Au moment où il disparait, je souhaite évoquer un souvenir précis d’une rencontre avec Bernard Tapie qui éclaire sa personnalité. Au début années 90, j’étais alors porte-parole des verts, j’accompagne Antoine Waechter pour un rendez-vous rue des Saint-Pères dans l’hôtel particulier de Bernard Tapie. Déjà engagé en politique il allait devenir ministre quelques temps après.
Il nous reçoit de façon très conviviale dans un grand salon. Avant de commencer les échanges, il nous montre le mobilier et les tableaux. « Vous voyez tout cela m’appartient. Tous ces hommes politiques vivent dans les ors de la république, et s’accrochent au pouvoir pour y rester. Tout cela est à moi, quand j’arrêterai la politique je vivrai encore ici.
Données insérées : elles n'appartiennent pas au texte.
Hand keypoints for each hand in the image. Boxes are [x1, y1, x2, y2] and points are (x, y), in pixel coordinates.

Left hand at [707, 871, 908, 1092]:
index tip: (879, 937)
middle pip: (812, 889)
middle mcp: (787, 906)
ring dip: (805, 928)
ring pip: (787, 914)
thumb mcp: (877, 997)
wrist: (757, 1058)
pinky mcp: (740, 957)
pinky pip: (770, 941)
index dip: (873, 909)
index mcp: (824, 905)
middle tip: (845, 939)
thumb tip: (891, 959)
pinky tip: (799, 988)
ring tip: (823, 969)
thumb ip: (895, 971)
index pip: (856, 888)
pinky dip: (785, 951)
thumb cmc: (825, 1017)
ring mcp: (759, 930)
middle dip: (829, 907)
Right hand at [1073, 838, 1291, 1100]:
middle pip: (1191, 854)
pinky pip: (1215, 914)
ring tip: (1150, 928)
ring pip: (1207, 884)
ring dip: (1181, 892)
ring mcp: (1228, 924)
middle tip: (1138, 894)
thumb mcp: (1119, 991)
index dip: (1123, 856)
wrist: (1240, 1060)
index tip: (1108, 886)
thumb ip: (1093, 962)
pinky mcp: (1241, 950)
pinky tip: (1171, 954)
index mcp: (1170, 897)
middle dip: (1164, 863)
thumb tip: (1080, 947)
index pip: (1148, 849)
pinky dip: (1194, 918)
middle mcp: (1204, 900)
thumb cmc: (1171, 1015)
A la différence des professionnels de la politique, je suis désintéressé ».
Ces mots me sont revenu, de façon ironique, quand trois ans plus tard le Lyonnais faisait saisir son mobilier, à la une des JT.
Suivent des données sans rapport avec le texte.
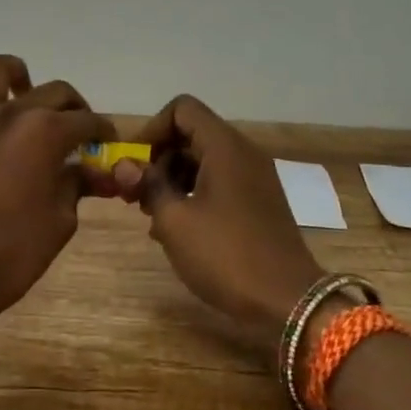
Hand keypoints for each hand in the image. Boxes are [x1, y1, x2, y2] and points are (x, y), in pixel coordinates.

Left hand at [0, 54, 116, 317]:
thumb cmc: (16, 253)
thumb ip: (78, 185)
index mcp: (46, 133)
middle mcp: (10, 116)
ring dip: (13, 73)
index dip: (104, 131)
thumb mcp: (62, 220)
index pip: (87, 121)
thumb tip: (96, 172)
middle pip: (53, 92)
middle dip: (75, 107)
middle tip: (79, 130)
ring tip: (23, 88)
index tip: (109, 144)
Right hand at [119, 95, 323, 362]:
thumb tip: (124, 165)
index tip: (134, 164)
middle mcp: (243, 153)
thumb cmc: (226, 255)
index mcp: (224, 147)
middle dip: (158, 158)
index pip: (182, 109)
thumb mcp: (175, 221)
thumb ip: (147, 185)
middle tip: (136, 194)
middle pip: (192, 133)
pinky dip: (194, 194)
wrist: (287, 300)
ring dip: (173, 179)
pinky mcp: (258, 202)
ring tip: (152, 215)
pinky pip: (219, 182)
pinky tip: (177, 228)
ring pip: (204, 160)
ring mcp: (254, 178)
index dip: (152, 129)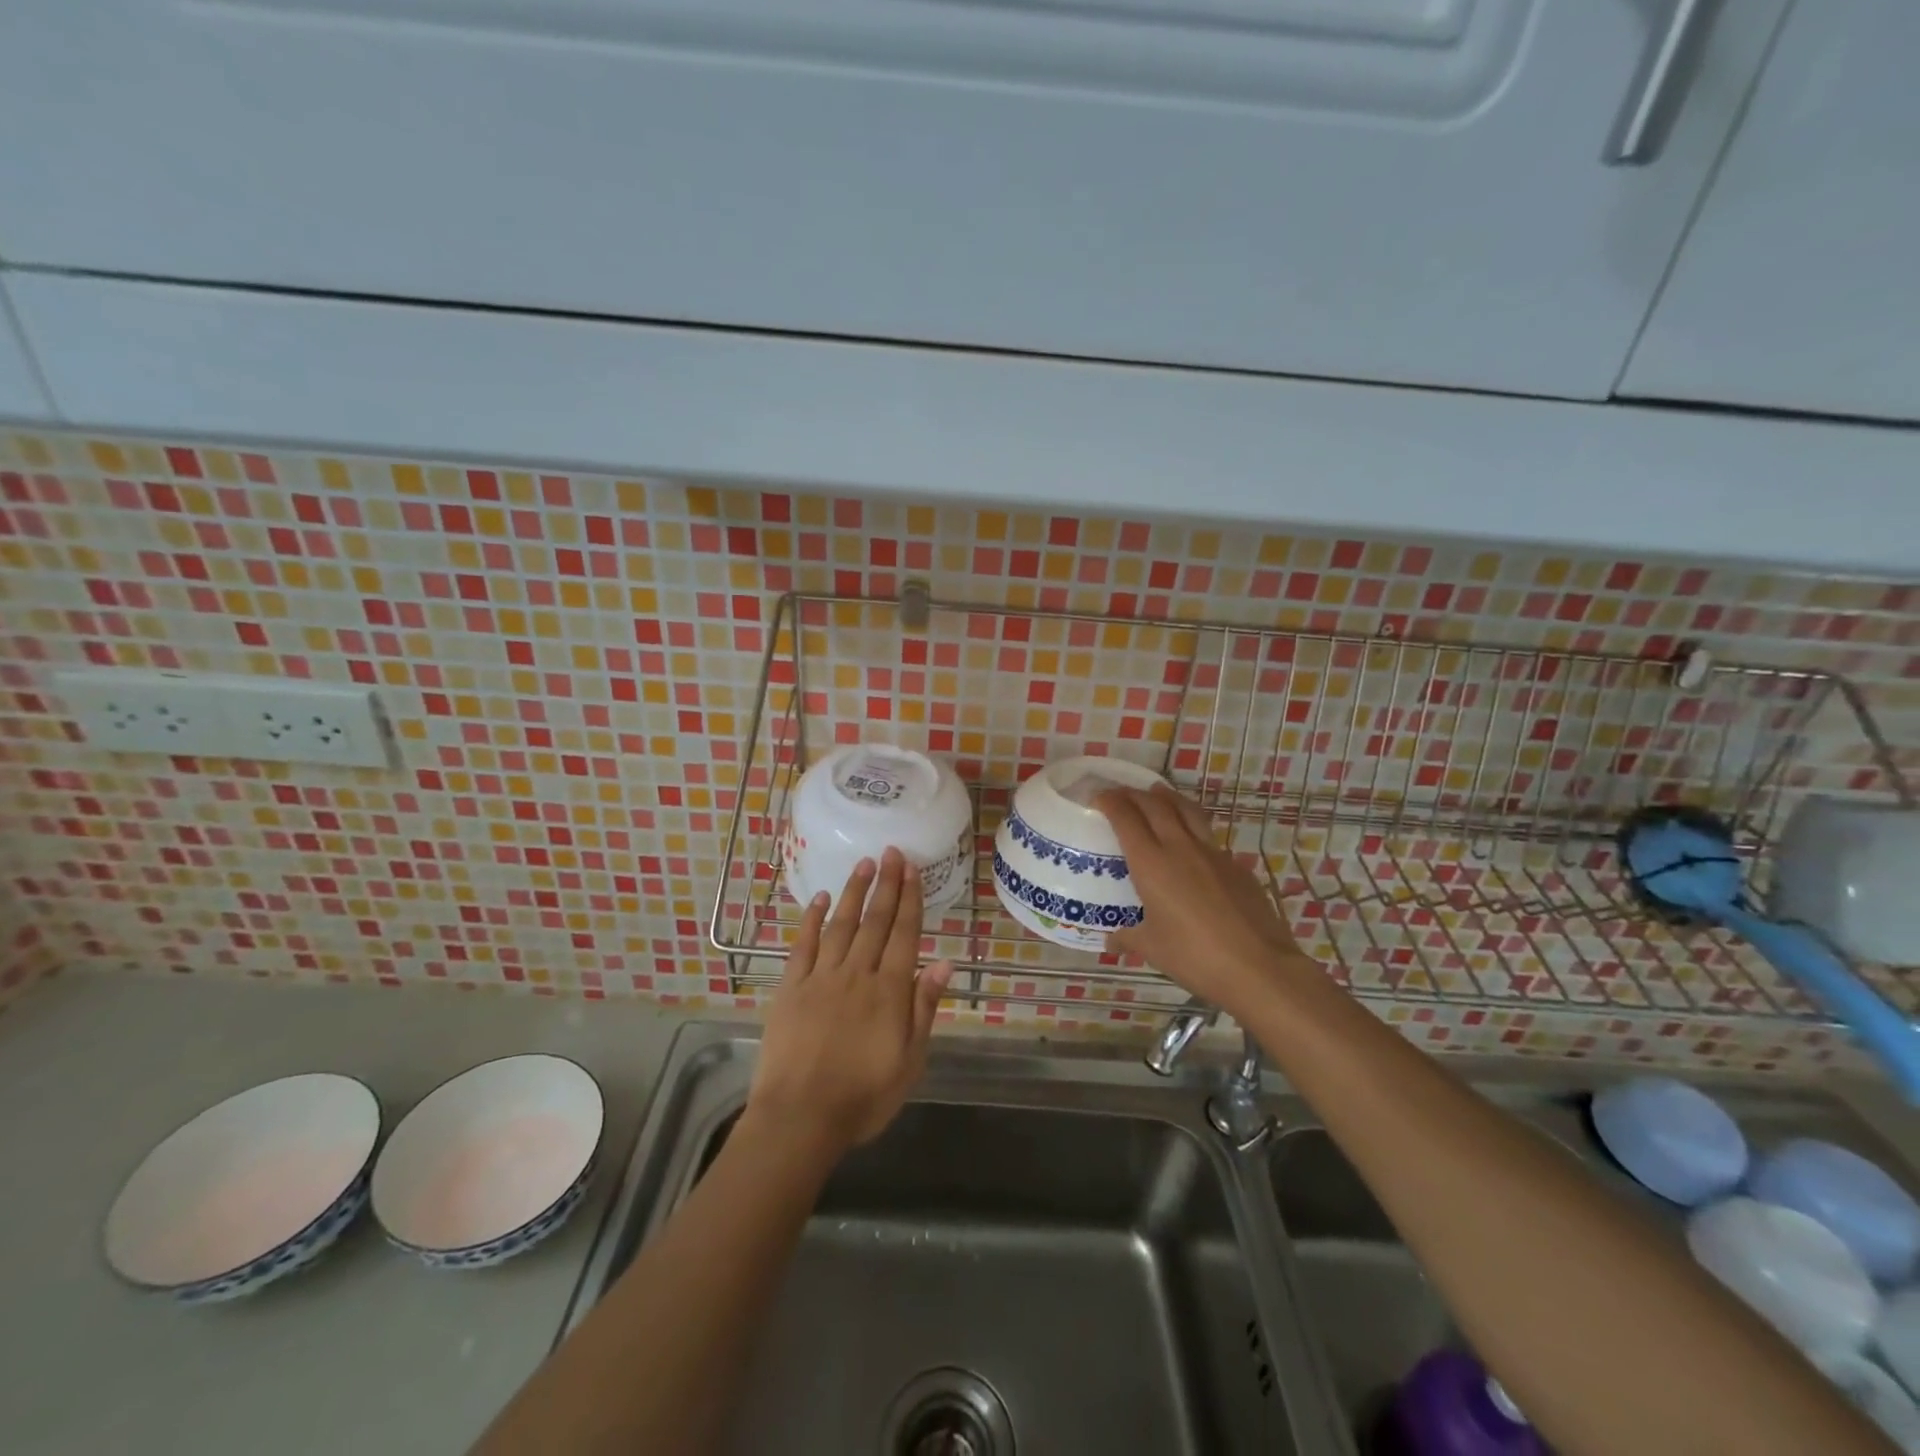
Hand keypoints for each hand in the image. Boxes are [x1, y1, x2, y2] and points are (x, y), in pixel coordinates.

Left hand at [746, 849, 952, 1162]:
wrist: (800, 1118)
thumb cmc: (863, 1097)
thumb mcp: (909, 1062)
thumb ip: (925, 1008)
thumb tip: (945, 963)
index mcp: (889, 991)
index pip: (904, 934)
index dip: (909, 899)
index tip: (911, 869)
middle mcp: (857, 974)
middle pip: (875, 921)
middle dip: (886, 884)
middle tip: (891, 852)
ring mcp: (821, 978)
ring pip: (841, 924)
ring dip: (854, 892)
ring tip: (864, 864)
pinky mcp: (791, 988)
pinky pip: (803, 945)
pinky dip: (812, 919)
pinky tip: (820, 899)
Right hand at [1097, 784, 1311, 1020]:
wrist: (1259, 966)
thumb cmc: (1195, 956)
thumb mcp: (1153, 949)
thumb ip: (1129, 938)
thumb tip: (1112, 940)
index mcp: (1151, 864)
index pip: (1126, 818)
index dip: (1110, 802)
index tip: (1098, 797)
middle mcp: (1180, 848)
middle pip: (1155, 805)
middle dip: (1134, 794)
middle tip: (1121, 793)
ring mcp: (1213, 854)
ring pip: (1187, 810)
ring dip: (1167, 797)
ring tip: (1157, 793)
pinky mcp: (1237, 865)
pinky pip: (1209, 836)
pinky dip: (1193, 827)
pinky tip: (1192, 843)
Ensuite c’est le patron de la Vie Claire qui s’exprime. « Vous voyez je suis engagé depuis dix ans, et avant tout le monde sur l’écologie, en donnant accès à tous au bio. L’écologie doit être accessible au peuple« .
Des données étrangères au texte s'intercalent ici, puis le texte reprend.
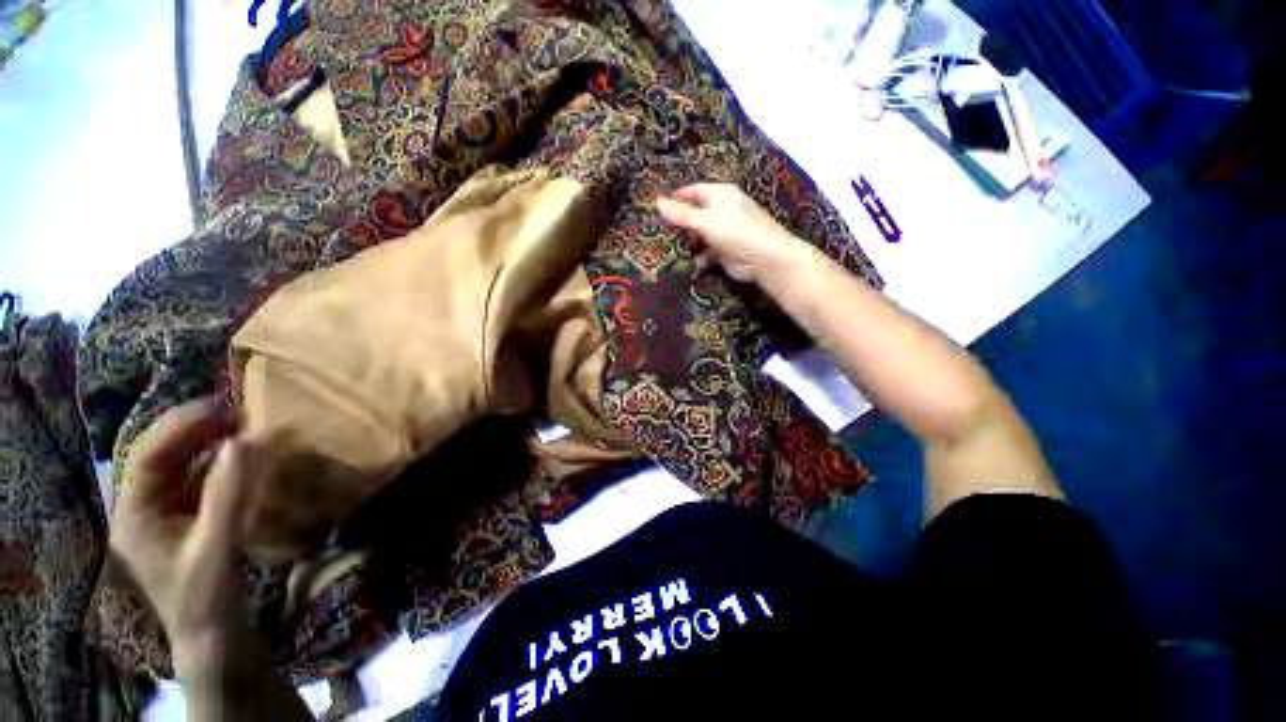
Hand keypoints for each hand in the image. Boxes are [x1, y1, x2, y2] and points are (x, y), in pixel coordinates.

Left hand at [111, 398, 267, 650]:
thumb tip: (244, 441)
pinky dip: (220, 461)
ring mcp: (163, 511)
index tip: (224, 408)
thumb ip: (228, 494)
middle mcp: (141, 507)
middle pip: (161, 455)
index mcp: (133, 515)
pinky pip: (199, 478)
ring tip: (242, 424)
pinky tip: (241, 452)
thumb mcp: (218, 547)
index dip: (183, 428)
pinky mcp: (185, 516)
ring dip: (209, 442)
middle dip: (196, 429)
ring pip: (180, 464)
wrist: (213, 633)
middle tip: (238, 411)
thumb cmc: (207, 596)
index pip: (148, 457)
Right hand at [656, 183, 808, 283]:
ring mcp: (725, 232)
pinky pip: (707, 252)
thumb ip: (681, 214)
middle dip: (682, 223)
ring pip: (701, 235)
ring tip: (675, 249)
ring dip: (690, 242)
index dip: (678, 197)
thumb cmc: (735, 232)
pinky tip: (694, 263)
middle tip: (663, 231)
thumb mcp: (705, 220)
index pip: (694, 191)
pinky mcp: (725, 252)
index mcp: (720, 195)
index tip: (660, 206)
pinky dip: (700, 257)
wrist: (764, 258)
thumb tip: (658, 201)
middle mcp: (723, 210)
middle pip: (696, 213)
Difficile de placer un mot, il voulait nous convaincre qu’il était écolo sincère.
Mais le temps passe. J’avais un autre rendez vous, peu après avec une radio locale parisienne. Je lui demande s’il pouvait me donner accès à un téléphone pour prévenir la radio de mon absence. Il me dit bien sûr, et il nous fait alors du Bernard Tapie.
« Qu’est ce qu’est cette radio que personne connaît, qu’allez vous faire dans un endroit pareil, vous méritez mieux, vos idées méritent mieux. Il faut passer au 20h de TF1 et ne pas perdre du temps avec des radios de seconde zone. » Nous lui répondons bien sûr que nous ne demandions pas mieux.
« Pas de problème j’appelle Patrick Le Lay, demain et vous passerez. »
Bien entendu nous attendons encore.
Nous sommes sorti de cet entretien plus grands qu’en rentrant, mais sans avoir obtenu quoique ce soit.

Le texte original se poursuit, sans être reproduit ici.